KBRN, Jakarta: Suku Dinas (Sudin) Penanggulangan Kebakaran dan Penyelamatan (Gulkarmat) Jakarta Timur, nampak langsung bersiaga dalam mengantisipasi akan luapan Kali Sunter, yang menggenangi permukiman warga RW 04, Kelurahan Cipinang Melayu, Kecamatan Makasar, Jakarta Timur. 

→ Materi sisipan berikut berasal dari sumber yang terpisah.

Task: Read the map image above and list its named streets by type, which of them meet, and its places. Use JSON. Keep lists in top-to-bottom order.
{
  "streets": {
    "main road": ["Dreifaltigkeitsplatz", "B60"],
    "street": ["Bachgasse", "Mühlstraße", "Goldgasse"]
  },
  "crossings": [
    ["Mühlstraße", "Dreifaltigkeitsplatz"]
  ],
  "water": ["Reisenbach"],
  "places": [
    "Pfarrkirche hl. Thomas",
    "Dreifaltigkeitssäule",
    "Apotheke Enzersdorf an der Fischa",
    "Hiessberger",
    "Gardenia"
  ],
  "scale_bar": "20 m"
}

Perwira Piket Sudin Gulkarmat Jakarta Timur, Edi Parwoko menjelaskan, begitu pihaknya mendapatkan laporan terkait banjir tersebut pada Rabu (14/4/2021) sekitar pukul 20.00 WIB, pihaknya langsung mendatangi kawasan permukiman itu. 

Meski mendapati kedalaman air yang menggenangi permukiman di RW 04 Cipinang Melayu tidak melebihi dari satu meter, Edi menuturkan timnya melakukan upaya pencegahan kenaikan muka air, dengan melakukan penyedotan air luapan Kali Sunter. 

"Ternyata setelah kami sampai di lokasi, tidak ada yang perlu dievakuasi. Sehingga kami hanya melakukan pompa genangan, karena ketinggian hanya 60 centimeter atau satu meter di bagian depan (dekat Kali)," kata Edi kepada RRI.co.id di lokasi, Jakarta (14/4/2021). 

Setidaknya dari hasil pemimpin air yang menggenangi permukiman RW 04 Cipmel dengan penerjunan delapan mobil pompa air, dua mobil penyelamatan (Rescue)  dan 45 personelnya, banjir luapan Kali Sunter, ungkap Edi saat ini berangsur surut. 

Akan tetapi, untuk mengantisipasi akan naiknya kembali tinggi muka air luapan Kali Sunter akibat kiriman air dari hulu Kali itu terjadi secara tiba-tiba, Sudin Gulkarmat Jakarta Timur tetap akan disiagakan di wilayah permukiman itu.

"Kondisi sekarang air sudah mulai surut. Kita siaga sampai pagi, sampai airnya benar-benar surut. Kalau sudah surut, kami pulang. Kalau belum, kami siaga terus di sini," tukasnya.